A pastora bolsonarista é da mesma igreja presidida pelo pastor Márcio Valadão, que ficou nacionalmente conhecido ao anunciar, sorrindo, a morte de Guilherme de Pádua, que também se tornou pastor da mesma agremiação após cumprir pena pela morte da atriz Daniella Perez. O ex-ator foi vítima de um infarto fulminante no dia 6 de novembro de 2022.

Também é da igreja de Lu o pastor André Valadão, famoso convocar as pessoas a matar indivíduos da comunidade LGBT.

Evolução do cropped: de peça ousada a ícone de estilo

Wikimedia Commons - 
Lana Turner no filme "The Postman Always Rings Twice" (1946)

O cropped, uma peça de vestuário que cobre a parte superior do tronco, sem mangas e sem gola, tem uma história rica e diversificada na moda.

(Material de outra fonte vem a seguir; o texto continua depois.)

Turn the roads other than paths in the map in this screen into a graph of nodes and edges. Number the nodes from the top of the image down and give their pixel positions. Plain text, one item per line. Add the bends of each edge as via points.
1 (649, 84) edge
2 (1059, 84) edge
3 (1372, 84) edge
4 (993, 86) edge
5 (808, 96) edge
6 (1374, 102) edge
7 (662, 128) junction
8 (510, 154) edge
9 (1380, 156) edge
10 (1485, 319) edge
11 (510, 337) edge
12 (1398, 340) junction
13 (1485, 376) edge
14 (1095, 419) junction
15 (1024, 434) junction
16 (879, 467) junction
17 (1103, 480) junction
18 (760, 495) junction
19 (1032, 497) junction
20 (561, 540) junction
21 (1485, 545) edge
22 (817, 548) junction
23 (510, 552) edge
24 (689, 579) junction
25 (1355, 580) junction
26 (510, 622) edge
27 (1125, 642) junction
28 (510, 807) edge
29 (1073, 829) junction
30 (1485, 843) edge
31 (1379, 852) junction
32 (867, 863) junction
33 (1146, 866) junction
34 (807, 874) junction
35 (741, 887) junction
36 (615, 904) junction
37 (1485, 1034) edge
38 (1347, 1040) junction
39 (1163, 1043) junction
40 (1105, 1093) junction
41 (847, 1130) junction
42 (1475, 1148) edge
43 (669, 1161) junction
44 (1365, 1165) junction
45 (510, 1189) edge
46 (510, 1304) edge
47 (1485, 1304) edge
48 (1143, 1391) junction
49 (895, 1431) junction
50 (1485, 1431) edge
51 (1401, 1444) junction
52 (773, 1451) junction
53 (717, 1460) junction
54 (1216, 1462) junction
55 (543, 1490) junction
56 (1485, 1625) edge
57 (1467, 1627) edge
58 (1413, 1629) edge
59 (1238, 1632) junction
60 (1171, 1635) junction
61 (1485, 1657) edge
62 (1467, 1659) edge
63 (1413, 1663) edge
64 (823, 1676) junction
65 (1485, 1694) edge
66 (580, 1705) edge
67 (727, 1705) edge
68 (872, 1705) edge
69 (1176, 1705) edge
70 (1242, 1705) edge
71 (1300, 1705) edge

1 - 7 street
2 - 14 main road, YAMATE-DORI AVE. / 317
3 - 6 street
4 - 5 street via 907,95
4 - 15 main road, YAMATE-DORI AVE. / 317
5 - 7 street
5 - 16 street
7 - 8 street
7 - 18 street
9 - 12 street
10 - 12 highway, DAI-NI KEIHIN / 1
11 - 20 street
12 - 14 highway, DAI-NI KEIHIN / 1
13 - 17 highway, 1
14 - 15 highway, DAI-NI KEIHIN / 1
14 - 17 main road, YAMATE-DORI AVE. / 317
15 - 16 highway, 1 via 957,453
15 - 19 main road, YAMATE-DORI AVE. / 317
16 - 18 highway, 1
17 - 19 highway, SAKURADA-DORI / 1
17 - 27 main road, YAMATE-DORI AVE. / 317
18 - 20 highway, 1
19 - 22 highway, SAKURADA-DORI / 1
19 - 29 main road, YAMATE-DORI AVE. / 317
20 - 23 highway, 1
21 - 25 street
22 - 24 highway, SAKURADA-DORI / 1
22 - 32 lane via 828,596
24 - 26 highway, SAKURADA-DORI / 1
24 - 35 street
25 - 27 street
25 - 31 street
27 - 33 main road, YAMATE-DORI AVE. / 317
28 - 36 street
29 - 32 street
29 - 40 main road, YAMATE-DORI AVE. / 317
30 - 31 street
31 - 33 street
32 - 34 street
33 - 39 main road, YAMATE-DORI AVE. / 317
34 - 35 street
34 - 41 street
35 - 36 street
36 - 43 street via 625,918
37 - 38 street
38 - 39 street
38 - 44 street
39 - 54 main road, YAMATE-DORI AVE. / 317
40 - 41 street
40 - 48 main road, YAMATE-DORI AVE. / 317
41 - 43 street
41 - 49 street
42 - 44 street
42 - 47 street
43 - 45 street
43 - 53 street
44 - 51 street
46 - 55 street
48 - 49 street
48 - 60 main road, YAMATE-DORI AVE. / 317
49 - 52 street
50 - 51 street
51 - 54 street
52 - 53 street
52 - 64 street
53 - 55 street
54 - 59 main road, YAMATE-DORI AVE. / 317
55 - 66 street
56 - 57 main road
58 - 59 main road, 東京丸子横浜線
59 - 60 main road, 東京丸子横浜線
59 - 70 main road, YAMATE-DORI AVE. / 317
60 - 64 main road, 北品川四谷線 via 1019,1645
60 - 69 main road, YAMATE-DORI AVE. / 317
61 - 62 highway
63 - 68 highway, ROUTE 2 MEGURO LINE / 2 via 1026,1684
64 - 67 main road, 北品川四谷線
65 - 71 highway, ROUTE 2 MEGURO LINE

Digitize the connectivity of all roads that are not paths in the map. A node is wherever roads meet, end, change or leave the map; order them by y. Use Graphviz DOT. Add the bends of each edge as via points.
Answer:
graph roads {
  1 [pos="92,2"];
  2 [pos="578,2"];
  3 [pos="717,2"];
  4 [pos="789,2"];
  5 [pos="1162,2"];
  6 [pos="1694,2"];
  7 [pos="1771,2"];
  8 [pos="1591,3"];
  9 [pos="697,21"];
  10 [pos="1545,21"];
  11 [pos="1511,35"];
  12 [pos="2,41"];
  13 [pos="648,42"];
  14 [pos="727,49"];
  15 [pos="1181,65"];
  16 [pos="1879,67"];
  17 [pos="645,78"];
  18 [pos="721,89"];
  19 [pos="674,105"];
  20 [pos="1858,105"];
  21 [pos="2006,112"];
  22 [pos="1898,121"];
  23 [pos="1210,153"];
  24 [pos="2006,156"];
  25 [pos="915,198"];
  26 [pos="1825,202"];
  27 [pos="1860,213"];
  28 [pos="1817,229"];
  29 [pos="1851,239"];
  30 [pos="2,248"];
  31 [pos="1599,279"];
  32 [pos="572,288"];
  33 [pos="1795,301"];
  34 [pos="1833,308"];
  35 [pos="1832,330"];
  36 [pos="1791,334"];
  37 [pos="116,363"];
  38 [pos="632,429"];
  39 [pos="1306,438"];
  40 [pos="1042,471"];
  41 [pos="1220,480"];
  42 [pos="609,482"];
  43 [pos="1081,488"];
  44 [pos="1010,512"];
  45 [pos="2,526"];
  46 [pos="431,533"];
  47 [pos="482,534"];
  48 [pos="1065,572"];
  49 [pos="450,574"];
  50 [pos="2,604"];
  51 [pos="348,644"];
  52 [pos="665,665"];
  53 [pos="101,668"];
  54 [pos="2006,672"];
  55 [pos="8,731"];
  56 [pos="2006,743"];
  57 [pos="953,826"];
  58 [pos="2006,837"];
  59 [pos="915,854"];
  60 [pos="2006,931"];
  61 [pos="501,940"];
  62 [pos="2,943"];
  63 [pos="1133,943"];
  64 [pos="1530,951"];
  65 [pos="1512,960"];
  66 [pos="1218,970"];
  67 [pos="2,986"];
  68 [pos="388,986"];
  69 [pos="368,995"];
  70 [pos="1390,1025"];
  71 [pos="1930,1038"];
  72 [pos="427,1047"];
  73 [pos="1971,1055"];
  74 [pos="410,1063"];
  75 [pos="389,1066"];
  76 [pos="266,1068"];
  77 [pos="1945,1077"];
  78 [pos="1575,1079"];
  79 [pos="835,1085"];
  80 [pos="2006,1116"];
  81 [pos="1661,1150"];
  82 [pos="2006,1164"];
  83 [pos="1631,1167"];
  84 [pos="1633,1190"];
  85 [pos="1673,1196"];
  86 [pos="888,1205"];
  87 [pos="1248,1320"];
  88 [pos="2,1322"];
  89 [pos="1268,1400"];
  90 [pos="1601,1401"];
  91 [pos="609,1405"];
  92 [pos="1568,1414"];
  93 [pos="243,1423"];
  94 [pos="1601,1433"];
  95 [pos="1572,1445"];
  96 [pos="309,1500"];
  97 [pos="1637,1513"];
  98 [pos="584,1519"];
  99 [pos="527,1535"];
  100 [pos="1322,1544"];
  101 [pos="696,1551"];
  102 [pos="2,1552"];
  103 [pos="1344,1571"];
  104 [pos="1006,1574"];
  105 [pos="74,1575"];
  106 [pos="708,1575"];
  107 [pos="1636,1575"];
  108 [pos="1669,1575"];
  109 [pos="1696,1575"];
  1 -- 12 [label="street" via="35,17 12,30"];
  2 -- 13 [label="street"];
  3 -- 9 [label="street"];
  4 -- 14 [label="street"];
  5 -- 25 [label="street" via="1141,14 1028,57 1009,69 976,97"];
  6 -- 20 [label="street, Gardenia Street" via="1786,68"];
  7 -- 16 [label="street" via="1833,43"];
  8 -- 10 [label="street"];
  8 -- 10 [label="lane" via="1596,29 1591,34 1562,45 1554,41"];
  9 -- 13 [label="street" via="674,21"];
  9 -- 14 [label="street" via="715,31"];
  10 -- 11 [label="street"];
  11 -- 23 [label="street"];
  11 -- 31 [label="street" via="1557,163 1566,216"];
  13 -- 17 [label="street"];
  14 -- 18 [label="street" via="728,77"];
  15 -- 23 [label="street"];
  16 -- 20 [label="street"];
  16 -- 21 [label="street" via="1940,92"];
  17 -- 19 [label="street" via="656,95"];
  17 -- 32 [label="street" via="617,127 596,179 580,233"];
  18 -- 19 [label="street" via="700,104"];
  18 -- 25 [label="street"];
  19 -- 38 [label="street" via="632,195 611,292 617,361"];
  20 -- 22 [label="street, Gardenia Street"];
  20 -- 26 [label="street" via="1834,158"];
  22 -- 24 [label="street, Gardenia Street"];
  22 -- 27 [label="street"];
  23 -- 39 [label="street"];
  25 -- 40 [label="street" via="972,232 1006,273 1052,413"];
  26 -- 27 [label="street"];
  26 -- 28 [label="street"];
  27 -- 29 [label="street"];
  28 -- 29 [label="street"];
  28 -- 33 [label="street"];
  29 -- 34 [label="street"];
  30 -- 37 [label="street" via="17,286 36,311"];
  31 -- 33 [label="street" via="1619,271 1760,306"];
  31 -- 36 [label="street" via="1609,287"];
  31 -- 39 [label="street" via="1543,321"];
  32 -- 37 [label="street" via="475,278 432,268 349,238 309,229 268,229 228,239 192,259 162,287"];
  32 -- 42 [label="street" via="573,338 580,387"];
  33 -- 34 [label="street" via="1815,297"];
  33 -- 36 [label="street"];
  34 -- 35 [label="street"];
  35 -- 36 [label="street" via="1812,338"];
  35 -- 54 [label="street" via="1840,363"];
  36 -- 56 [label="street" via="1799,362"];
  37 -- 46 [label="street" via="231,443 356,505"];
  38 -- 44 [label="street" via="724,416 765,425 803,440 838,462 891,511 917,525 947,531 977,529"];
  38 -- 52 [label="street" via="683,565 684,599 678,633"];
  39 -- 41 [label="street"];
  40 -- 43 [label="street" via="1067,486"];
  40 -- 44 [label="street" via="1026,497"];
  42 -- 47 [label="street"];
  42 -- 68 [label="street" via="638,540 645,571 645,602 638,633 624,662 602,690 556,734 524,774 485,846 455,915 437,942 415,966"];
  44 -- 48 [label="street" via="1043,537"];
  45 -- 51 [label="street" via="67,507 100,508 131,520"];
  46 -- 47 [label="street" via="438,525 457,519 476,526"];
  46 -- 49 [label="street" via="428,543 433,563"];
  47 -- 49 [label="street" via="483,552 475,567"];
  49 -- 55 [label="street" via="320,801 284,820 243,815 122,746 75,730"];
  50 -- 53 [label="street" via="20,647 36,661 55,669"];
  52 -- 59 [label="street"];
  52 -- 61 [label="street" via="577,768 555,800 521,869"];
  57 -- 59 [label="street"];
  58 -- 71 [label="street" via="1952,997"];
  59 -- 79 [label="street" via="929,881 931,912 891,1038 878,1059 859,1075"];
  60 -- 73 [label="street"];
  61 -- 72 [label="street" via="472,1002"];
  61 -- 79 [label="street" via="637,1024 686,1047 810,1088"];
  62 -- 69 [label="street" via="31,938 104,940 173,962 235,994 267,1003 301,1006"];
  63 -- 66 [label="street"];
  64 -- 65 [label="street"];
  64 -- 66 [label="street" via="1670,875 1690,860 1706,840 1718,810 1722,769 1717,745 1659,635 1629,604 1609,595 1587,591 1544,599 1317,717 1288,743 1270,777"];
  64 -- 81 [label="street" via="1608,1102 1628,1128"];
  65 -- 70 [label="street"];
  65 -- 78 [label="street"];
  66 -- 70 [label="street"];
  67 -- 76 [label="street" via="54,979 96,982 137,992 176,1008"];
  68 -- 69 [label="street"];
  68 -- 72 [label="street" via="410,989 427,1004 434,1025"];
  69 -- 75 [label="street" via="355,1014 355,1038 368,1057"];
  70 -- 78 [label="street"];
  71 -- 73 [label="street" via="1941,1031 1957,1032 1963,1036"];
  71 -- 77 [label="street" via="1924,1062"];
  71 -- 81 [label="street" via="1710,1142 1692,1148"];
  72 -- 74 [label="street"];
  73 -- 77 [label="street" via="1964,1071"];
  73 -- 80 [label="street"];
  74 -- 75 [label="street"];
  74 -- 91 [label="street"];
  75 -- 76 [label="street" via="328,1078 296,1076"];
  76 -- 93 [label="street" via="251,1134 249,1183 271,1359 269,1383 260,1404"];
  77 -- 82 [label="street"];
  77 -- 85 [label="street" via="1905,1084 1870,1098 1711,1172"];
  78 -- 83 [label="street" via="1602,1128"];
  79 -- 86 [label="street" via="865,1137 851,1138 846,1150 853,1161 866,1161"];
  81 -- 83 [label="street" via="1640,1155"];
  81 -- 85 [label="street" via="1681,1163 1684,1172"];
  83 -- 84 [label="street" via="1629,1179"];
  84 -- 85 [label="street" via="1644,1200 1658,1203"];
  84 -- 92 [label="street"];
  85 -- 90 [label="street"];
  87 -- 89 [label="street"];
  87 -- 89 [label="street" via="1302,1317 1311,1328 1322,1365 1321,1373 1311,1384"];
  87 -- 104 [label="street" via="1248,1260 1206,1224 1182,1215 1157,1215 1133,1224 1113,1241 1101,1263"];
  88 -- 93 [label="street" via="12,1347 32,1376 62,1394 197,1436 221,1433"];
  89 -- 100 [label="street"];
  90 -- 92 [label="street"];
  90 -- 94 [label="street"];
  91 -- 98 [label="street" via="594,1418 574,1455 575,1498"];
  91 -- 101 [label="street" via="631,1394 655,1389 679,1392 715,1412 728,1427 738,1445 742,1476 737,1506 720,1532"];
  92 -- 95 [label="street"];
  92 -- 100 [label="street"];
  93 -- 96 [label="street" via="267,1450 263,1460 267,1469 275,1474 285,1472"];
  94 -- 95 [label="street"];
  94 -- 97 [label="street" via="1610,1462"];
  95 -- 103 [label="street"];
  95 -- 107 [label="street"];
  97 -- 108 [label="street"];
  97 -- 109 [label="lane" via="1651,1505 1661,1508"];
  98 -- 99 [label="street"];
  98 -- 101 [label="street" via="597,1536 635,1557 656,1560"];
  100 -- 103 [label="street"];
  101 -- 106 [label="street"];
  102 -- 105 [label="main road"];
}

Originária da língua inglesa, a palavra "cropped" significa "cortada", uma referência ao seu design característico, que varia de um comprimento que vai desde dois dedos abaixo do busto até a altura da cintura.

Esta peça começou a ganhar destaque no início do século XX, usada por homens e mulheres mais ousados da época. Nas décadas de 1930 e 1940, os croppeds eram frequentemente vistos em figurinos de dançarinos e em trajes de banho praieiros.

Entretanto, foi na década de 1980 que os croppeds realmente ganharam visibilidade e popularidade no mundo da moda. Com o crescente interesse por um estilo de vida mais saudável, tornou-se comum ver homens e mulheres usando essas peças cortadas para se exercitarem.

Wikimedia Commons - Britney Spears é considerada a rainha do cropped

Na década de 1990, o cropped foi amplamente adotado pelas mulheres em seus guarda-roupas, combinando-o principalmente com estilos mais hippies e descolados. A peça se tornou particularmente popular na cultura pop, usada por celebridades como Britney Spears, Spice Girls e Destiny's Child, solidificando sua posição como um ícone de estilo.